> _Action item_: Work out how many lines in the material below hold "Write", then give only that number.
=== Supplied records ===
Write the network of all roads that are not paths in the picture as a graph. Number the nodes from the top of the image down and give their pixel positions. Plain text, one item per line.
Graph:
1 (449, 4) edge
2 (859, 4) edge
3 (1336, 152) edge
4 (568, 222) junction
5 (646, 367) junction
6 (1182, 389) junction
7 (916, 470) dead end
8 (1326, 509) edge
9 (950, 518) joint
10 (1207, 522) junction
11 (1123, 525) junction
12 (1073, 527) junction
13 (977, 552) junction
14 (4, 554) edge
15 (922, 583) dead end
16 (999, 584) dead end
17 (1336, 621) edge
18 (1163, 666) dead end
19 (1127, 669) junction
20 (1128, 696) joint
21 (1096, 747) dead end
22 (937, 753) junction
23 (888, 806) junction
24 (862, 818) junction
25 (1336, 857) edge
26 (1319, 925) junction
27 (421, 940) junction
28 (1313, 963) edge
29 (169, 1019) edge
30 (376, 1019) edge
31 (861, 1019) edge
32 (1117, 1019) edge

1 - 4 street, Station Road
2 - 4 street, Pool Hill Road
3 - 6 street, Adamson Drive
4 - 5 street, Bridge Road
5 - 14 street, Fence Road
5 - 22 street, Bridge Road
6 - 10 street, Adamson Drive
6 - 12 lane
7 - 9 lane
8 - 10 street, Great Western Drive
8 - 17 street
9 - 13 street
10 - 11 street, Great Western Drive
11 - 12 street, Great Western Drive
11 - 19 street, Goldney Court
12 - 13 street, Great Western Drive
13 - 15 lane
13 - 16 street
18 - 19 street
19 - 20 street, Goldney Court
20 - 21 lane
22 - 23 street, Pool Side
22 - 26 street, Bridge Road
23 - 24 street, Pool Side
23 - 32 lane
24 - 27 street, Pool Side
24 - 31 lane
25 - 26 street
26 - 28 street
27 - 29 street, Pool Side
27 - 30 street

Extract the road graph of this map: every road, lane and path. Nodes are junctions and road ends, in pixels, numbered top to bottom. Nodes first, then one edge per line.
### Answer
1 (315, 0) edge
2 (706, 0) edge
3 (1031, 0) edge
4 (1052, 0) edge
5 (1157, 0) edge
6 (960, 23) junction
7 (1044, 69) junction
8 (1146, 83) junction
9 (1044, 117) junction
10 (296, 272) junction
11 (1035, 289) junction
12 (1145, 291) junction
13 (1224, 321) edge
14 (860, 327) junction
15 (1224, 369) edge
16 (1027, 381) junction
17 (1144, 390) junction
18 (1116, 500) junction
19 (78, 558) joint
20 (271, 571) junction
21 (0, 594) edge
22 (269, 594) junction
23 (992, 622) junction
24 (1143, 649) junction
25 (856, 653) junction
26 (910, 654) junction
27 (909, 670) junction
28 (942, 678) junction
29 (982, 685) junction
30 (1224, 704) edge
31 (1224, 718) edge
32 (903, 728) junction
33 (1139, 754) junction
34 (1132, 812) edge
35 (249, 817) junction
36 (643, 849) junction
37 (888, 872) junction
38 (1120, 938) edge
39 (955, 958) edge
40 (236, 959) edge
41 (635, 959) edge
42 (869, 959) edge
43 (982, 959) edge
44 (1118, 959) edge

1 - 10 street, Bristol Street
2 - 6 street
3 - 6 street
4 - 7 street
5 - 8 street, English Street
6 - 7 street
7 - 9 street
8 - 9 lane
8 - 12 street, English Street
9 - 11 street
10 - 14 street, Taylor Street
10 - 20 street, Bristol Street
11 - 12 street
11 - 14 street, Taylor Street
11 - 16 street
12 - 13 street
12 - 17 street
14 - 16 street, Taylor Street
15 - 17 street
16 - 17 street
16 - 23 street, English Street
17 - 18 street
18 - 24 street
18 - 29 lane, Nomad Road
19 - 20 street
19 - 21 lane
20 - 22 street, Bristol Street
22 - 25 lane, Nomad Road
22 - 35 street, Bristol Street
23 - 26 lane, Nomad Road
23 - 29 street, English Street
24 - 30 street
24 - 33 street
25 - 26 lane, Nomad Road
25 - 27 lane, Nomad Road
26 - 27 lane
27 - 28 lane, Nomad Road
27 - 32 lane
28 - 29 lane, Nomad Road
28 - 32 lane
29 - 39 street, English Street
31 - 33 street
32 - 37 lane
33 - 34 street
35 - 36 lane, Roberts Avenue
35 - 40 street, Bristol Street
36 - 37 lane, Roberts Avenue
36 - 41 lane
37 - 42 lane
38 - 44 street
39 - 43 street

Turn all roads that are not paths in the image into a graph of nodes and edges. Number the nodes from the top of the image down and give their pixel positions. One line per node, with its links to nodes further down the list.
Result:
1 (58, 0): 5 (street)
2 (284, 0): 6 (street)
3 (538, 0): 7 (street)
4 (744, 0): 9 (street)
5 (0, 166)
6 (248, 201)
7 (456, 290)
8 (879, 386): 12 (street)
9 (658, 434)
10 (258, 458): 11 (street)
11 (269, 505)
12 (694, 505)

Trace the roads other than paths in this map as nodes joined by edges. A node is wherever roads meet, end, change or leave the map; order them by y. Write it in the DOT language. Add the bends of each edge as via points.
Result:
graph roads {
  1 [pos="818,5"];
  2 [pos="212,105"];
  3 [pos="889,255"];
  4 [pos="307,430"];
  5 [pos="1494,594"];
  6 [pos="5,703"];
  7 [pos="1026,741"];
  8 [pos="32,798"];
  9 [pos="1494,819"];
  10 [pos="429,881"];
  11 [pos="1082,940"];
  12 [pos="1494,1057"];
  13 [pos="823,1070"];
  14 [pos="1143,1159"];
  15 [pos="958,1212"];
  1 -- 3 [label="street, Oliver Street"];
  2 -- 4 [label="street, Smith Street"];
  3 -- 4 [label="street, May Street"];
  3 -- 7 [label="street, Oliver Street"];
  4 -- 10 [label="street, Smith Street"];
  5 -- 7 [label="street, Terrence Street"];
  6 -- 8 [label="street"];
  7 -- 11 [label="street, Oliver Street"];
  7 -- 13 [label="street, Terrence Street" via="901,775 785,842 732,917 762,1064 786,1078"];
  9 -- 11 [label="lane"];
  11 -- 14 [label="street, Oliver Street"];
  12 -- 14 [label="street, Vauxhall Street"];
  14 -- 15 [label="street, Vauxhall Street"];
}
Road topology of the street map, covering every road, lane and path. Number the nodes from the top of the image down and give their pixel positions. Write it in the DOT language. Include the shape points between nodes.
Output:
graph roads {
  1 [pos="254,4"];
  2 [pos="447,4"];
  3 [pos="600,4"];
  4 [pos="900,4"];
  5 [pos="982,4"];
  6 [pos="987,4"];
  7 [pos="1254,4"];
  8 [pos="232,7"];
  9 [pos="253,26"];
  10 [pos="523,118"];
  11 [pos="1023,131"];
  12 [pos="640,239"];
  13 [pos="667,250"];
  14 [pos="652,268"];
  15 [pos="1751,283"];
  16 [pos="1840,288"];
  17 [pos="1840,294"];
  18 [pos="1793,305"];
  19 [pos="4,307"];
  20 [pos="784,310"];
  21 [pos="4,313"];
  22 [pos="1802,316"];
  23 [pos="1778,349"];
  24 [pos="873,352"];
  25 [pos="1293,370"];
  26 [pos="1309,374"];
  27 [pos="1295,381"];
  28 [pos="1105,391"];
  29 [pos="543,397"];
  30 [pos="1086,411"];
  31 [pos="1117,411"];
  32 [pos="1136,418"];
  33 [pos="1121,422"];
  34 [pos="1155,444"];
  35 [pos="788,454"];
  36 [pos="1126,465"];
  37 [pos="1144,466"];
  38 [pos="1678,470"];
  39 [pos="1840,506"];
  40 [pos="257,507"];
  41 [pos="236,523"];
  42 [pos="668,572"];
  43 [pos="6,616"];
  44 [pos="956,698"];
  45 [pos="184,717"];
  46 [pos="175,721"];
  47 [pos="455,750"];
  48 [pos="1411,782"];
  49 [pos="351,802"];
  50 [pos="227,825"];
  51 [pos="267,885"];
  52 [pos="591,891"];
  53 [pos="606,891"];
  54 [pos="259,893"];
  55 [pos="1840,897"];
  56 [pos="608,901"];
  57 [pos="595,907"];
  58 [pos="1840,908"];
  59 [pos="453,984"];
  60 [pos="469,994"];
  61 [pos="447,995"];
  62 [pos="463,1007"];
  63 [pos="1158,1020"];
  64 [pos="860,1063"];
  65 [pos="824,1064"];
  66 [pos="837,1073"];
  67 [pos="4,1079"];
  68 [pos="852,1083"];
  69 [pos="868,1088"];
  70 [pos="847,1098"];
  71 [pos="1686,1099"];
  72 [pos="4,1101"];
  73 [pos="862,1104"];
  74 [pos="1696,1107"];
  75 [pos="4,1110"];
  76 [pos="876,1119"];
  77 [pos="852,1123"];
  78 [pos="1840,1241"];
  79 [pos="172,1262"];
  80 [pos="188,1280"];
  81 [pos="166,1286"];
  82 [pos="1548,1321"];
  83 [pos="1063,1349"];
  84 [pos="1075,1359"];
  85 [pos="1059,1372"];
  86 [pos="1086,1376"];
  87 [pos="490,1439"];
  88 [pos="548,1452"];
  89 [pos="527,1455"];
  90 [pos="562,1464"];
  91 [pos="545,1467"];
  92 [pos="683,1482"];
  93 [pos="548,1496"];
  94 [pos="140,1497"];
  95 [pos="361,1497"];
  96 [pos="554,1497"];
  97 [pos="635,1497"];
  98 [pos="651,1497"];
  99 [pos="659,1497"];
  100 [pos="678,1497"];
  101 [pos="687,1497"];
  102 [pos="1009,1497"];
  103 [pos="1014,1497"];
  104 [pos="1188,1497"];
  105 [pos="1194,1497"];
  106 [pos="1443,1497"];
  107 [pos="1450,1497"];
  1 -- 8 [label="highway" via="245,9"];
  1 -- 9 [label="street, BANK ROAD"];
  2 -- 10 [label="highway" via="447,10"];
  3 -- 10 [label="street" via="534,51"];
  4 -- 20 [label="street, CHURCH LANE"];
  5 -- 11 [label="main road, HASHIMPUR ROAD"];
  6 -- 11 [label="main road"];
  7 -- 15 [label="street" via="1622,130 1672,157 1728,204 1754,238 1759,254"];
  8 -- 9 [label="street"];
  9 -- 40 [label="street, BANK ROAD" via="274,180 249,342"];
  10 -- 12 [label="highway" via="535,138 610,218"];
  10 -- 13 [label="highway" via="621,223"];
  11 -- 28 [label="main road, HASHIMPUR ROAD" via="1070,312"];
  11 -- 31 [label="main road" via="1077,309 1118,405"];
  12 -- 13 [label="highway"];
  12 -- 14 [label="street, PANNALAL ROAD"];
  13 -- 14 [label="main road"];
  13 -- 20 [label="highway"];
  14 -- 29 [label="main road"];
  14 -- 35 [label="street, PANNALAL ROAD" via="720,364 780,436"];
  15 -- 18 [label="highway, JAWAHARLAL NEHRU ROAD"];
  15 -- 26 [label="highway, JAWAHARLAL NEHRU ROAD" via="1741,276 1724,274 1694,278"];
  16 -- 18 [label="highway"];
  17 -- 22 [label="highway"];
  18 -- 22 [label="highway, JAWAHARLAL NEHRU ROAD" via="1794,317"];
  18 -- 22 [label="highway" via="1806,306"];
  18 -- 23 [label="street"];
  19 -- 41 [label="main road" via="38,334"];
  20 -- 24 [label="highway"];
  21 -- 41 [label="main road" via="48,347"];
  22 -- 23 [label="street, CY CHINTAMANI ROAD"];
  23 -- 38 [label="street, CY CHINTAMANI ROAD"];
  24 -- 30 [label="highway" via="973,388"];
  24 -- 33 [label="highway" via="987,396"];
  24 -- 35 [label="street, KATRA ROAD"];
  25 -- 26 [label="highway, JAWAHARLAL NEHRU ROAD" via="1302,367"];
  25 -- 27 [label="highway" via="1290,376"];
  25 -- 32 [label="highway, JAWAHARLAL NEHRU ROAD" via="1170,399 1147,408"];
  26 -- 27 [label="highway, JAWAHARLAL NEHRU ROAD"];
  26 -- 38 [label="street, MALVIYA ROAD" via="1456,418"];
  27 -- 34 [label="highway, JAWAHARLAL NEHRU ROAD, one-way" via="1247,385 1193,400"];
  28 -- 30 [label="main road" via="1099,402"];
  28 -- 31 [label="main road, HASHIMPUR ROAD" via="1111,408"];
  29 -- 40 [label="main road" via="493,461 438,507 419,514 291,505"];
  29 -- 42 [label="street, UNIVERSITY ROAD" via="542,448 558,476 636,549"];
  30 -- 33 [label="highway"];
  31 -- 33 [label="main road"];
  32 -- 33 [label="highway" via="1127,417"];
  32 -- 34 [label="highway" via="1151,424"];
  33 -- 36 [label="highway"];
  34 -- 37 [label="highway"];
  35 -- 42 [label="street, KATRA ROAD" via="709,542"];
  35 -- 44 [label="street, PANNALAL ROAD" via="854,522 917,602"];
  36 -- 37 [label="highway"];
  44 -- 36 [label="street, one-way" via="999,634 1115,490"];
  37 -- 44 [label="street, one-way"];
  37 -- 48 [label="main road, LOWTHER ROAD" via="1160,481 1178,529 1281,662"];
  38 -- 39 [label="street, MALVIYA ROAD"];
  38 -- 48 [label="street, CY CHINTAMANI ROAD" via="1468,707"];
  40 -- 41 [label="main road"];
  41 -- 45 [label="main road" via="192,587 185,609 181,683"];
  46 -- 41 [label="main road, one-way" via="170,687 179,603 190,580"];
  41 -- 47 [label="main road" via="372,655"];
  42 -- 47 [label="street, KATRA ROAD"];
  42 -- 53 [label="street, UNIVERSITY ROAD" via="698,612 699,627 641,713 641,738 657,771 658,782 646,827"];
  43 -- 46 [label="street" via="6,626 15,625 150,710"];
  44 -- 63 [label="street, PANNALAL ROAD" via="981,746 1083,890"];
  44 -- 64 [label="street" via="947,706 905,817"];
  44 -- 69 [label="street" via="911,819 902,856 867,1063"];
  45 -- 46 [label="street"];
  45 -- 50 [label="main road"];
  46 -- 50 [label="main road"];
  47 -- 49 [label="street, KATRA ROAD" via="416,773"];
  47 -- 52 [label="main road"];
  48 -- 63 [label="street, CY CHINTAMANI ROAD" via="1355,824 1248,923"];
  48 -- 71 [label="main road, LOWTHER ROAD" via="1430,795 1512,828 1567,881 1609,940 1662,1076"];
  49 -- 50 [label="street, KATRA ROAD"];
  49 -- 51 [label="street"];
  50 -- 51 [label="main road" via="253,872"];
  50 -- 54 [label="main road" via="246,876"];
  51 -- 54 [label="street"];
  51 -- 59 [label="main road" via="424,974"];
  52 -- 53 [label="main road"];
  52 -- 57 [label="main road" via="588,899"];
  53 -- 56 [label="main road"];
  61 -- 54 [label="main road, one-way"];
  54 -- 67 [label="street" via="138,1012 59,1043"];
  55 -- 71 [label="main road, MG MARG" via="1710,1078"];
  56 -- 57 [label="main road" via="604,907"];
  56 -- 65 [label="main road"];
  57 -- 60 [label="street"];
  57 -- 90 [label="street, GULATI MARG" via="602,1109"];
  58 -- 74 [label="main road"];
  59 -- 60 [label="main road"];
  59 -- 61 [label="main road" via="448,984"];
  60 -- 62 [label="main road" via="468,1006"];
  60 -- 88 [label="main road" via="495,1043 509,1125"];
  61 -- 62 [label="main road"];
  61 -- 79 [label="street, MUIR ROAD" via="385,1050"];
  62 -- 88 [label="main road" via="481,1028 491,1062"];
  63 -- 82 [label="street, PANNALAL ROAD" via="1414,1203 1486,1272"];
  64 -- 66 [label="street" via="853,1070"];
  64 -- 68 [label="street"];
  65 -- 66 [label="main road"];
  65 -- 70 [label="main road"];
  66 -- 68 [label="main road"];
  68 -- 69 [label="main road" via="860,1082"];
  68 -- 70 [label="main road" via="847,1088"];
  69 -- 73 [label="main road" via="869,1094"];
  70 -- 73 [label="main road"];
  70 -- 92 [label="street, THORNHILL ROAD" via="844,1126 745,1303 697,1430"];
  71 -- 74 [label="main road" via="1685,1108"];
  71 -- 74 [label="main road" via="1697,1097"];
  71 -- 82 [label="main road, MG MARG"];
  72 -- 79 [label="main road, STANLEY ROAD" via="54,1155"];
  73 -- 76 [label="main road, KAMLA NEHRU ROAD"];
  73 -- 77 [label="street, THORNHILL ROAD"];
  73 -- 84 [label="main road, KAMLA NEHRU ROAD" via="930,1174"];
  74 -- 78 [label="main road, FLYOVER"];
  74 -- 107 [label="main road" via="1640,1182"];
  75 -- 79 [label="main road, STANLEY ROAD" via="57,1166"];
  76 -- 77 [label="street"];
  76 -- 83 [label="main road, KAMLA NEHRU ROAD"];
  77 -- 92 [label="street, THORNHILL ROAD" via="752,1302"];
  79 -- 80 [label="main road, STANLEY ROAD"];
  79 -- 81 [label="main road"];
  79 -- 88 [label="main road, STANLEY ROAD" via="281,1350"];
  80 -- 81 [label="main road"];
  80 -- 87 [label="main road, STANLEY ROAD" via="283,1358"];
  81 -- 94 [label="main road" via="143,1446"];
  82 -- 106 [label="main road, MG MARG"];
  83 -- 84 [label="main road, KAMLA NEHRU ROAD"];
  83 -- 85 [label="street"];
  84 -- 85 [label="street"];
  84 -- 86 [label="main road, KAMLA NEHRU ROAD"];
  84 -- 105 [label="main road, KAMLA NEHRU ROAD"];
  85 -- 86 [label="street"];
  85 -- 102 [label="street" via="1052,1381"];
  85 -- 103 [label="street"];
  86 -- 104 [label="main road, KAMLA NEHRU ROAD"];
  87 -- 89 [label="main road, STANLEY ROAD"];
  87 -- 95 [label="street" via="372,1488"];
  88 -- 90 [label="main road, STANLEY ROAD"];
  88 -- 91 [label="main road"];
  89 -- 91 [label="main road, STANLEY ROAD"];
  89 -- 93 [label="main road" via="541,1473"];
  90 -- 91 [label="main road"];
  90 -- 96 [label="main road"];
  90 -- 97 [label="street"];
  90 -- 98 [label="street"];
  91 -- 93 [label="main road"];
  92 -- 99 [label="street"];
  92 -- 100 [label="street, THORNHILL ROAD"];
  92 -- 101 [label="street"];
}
===
> _Response for this exercise_: 3